Work task: Which of the lines below holds the string "nodes"? Copy every line that does.

Material to process:
────
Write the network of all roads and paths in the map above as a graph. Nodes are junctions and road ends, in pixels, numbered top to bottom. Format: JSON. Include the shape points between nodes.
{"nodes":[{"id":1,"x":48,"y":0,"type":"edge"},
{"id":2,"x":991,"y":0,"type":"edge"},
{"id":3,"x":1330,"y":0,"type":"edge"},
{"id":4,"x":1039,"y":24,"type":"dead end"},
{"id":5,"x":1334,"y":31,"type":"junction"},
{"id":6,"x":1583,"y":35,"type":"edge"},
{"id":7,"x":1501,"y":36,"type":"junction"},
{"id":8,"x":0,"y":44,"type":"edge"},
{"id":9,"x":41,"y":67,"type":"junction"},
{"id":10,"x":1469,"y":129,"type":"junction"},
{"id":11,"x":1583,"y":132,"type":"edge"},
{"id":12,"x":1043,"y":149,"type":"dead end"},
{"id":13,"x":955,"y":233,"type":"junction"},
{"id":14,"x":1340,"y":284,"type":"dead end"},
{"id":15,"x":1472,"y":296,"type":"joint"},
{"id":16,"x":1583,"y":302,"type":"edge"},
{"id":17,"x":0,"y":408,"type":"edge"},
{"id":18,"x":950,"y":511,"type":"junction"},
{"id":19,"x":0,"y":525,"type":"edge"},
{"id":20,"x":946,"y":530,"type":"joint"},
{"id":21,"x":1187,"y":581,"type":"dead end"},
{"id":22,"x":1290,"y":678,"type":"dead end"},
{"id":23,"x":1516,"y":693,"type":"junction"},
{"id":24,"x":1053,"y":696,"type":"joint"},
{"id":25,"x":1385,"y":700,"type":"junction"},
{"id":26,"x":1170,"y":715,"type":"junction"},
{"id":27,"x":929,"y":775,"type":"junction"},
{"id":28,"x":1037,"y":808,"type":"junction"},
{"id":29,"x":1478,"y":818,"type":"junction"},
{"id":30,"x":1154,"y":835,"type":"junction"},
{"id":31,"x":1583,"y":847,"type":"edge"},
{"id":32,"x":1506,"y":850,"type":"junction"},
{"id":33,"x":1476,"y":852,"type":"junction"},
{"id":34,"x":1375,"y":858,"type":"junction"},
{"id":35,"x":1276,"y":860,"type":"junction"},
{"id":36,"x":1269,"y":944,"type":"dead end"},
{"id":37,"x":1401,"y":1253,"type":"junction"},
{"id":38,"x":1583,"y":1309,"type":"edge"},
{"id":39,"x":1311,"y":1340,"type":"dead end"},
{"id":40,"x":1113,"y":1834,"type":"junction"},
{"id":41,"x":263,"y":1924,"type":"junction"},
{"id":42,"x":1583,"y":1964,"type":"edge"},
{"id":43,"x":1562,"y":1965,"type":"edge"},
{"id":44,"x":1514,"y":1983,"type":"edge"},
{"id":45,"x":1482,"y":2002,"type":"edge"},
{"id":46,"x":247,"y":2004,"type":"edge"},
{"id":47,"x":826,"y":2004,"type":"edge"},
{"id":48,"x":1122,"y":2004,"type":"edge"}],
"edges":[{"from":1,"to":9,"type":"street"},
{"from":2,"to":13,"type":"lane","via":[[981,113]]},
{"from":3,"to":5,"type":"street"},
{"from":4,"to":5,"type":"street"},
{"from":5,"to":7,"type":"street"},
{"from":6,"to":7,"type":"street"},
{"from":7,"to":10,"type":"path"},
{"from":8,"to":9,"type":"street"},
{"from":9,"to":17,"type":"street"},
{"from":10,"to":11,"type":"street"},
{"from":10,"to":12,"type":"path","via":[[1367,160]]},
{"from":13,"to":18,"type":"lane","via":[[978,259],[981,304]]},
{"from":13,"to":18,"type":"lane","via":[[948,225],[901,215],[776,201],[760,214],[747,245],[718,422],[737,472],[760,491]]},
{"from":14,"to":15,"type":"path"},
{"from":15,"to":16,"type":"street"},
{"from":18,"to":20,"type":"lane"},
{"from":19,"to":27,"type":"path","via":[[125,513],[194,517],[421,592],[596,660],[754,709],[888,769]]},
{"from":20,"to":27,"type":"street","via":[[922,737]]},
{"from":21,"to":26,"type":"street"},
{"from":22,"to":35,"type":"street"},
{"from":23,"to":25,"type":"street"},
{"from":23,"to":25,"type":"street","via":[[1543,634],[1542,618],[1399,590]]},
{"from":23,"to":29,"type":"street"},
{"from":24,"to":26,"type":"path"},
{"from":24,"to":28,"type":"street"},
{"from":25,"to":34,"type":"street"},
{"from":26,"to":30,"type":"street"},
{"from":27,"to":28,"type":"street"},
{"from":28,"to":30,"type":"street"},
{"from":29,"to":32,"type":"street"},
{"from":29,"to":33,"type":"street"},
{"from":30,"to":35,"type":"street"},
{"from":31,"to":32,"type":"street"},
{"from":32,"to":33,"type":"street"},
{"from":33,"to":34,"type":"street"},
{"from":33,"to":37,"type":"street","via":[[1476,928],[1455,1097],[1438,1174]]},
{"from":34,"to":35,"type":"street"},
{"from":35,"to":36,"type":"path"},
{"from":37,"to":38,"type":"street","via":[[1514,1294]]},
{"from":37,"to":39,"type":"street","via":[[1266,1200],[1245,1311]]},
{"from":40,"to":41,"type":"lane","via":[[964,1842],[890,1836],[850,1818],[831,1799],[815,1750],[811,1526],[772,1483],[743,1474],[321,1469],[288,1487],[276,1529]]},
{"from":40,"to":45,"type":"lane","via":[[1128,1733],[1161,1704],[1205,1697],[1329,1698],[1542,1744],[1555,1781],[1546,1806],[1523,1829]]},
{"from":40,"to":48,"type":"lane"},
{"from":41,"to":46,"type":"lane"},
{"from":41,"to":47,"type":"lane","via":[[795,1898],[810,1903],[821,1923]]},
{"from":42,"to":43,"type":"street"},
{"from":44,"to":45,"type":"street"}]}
────
Result of the task:
Write the network of all roads and paths in the map above as a graph. Nodes are junctions and road ends, in pixels, numbered top to bottom. Format: JSON. Include the shape points between nodes.
{"nodes":[{"id":1,"x":48,"y":0,"type":"edge"},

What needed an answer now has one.